BEGIN MATERIAL PROVIDED

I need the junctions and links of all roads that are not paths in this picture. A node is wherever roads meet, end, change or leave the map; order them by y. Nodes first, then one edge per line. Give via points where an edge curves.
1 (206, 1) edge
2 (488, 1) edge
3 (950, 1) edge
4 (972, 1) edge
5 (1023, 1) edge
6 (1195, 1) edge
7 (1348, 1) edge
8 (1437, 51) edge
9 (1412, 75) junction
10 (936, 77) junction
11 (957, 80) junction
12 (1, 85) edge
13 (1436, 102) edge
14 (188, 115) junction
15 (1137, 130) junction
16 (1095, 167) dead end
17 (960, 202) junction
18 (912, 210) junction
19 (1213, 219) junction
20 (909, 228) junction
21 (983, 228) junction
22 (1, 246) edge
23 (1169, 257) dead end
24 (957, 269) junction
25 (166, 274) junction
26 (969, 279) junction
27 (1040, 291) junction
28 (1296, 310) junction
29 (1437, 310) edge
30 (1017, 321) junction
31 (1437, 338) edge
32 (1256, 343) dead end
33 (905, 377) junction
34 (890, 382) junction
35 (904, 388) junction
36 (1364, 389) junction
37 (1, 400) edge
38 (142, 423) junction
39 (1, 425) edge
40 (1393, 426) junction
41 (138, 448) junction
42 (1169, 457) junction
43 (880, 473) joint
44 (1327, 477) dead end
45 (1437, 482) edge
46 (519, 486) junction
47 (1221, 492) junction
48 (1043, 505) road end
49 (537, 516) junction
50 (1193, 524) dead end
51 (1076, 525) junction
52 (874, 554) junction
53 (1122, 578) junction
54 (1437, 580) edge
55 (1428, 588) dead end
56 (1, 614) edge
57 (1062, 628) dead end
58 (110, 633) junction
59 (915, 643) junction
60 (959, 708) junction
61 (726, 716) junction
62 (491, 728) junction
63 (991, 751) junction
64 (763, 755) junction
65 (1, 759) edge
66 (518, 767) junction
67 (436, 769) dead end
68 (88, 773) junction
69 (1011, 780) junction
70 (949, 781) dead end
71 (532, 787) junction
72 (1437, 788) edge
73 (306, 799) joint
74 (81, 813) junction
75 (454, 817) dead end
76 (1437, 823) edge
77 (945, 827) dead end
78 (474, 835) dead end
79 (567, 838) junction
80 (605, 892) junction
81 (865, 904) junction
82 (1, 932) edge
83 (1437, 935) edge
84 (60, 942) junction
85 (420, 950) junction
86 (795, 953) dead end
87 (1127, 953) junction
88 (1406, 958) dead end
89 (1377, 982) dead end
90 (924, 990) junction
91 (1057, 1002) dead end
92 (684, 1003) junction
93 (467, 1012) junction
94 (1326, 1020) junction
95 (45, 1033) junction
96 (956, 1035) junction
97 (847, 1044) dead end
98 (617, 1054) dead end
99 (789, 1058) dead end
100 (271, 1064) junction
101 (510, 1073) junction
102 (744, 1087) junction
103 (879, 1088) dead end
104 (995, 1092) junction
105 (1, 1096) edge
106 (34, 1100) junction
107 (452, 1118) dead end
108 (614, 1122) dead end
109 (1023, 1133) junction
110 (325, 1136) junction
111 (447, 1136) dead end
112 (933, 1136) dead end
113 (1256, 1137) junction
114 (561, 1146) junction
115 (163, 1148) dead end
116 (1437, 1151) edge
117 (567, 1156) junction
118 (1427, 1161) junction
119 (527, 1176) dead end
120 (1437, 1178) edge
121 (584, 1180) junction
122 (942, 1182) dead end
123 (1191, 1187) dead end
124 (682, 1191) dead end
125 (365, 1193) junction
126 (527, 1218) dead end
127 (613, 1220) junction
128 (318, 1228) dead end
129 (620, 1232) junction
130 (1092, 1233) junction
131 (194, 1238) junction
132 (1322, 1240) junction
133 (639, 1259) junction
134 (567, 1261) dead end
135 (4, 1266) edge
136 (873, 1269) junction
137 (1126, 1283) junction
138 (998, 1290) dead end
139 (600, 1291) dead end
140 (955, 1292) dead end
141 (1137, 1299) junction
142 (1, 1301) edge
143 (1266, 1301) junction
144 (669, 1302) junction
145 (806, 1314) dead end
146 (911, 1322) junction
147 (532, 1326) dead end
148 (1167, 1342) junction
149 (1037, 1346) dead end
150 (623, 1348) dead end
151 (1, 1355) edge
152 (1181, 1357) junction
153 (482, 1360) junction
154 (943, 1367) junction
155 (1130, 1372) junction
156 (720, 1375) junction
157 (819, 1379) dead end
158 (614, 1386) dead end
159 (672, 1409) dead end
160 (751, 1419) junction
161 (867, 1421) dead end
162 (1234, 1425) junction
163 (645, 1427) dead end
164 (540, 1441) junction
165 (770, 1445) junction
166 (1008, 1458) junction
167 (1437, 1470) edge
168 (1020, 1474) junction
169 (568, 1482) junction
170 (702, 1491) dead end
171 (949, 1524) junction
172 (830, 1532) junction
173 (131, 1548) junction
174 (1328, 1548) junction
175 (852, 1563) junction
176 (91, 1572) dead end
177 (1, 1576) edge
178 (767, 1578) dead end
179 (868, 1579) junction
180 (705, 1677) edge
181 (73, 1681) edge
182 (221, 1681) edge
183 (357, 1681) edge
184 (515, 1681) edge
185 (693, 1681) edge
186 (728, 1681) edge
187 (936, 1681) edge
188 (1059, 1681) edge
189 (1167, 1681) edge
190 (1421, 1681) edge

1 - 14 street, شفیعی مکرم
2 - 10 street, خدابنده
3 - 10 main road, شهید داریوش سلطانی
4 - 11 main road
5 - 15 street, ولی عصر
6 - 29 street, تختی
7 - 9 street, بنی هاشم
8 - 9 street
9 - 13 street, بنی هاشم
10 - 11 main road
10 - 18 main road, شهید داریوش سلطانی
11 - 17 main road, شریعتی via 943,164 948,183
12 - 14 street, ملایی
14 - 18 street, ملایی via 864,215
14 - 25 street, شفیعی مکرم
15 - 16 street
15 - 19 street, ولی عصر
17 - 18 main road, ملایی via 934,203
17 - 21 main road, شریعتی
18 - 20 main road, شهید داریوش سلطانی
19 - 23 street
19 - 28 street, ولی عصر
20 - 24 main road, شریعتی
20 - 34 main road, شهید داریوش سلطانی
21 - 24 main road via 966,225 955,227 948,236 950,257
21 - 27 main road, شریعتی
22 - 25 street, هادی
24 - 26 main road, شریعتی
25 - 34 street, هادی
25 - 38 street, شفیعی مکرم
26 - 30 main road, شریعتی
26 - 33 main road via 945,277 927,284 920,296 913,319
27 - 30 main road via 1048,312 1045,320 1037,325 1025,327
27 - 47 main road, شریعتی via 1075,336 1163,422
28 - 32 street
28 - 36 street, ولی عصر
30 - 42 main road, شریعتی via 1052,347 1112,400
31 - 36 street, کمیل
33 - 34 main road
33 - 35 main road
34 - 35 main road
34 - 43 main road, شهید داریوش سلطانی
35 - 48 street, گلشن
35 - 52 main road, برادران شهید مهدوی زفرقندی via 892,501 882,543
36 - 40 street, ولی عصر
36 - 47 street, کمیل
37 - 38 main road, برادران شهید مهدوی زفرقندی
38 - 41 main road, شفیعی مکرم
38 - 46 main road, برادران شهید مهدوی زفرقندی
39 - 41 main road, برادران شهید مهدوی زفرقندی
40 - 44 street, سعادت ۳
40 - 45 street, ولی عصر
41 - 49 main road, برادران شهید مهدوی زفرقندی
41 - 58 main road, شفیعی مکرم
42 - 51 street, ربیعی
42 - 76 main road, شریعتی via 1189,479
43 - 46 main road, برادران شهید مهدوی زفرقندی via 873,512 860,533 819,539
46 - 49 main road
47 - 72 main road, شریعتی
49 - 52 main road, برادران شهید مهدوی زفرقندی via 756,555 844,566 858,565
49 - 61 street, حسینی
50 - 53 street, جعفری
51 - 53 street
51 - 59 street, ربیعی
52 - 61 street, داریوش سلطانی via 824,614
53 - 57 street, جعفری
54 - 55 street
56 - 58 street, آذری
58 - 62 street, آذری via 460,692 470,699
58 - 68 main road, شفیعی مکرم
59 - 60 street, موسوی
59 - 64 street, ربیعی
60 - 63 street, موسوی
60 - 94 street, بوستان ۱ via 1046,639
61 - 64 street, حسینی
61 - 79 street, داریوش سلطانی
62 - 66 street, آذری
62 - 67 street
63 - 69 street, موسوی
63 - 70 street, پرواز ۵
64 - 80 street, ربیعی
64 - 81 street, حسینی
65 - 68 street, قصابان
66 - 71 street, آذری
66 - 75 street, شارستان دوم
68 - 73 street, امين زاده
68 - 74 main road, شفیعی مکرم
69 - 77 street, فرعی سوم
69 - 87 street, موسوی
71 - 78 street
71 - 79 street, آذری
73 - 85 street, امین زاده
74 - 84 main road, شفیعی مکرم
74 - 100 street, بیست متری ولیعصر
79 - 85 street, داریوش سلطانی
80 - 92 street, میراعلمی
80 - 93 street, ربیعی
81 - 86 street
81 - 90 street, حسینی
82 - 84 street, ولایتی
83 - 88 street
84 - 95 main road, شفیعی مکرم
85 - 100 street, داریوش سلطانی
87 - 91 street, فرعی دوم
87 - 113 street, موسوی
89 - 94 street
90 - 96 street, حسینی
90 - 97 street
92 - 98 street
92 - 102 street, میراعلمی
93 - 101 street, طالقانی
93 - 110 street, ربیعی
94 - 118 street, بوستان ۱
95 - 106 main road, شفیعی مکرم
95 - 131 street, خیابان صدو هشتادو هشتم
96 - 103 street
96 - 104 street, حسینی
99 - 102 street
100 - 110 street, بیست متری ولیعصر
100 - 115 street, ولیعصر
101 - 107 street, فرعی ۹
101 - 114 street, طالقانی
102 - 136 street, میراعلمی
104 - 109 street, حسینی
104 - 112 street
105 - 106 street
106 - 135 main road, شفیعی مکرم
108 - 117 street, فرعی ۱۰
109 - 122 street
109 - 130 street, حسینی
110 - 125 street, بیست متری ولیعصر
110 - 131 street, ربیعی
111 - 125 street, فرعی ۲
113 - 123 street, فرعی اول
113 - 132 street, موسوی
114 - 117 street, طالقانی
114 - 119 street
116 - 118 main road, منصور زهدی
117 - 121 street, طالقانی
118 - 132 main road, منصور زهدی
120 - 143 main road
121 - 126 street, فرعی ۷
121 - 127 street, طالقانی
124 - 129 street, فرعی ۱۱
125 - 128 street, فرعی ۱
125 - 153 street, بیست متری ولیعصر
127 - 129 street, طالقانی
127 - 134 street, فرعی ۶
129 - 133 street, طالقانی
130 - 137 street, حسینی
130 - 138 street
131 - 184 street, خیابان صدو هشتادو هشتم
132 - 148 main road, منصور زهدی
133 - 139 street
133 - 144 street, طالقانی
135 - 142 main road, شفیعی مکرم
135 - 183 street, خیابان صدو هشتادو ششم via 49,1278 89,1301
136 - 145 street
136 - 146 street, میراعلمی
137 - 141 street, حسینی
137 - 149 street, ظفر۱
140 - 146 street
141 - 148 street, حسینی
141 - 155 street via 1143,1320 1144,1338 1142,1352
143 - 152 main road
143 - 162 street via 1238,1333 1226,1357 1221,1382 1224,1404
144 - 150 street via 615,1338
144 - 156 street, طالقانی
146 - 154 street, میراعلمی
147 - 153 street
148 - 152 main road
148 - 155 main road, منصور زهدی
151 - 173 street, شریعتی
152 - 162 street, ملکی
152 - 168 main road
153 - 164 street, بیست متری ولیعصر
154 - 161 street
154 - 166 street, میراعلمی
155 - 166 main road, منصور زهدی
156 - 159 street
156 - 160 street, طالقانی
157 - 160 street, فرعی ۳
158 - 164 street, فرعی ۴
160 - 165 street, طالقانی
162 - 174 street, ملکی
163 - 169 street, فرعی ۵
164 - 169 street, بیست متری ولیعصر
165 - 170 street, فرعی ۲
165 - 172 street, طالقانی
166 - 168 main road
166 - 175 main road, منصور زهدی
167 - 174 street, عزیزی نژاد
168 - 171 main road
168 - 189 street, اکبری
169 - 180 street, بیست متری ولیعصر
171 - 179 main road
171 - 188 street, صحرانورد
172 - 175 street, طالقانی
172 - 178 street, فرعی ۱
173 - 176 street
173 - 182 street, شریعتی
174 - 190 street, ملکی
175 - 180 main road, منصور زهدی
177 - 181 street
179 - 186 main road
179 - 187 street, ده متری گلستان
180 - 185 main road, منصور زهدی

END MATERIAL PROVIDED

## [EXERCISE DESCRIPTION]
Look through the data above and report every line in which "منصور" appears.

## [COMPLETED TASK]
116 - 118 main road, منصور زهدی
118 - 132 main road, منصور زهدی
132 - 148 main road, منصور زهدی
148 - 155 main road, منصور زهدی
155 - 166 main road, منصور زهدی
166 - 175 main road, منصور زهدی
175 - 180 main road, منصور زهدی
180 - 185 main road, منصور زهدی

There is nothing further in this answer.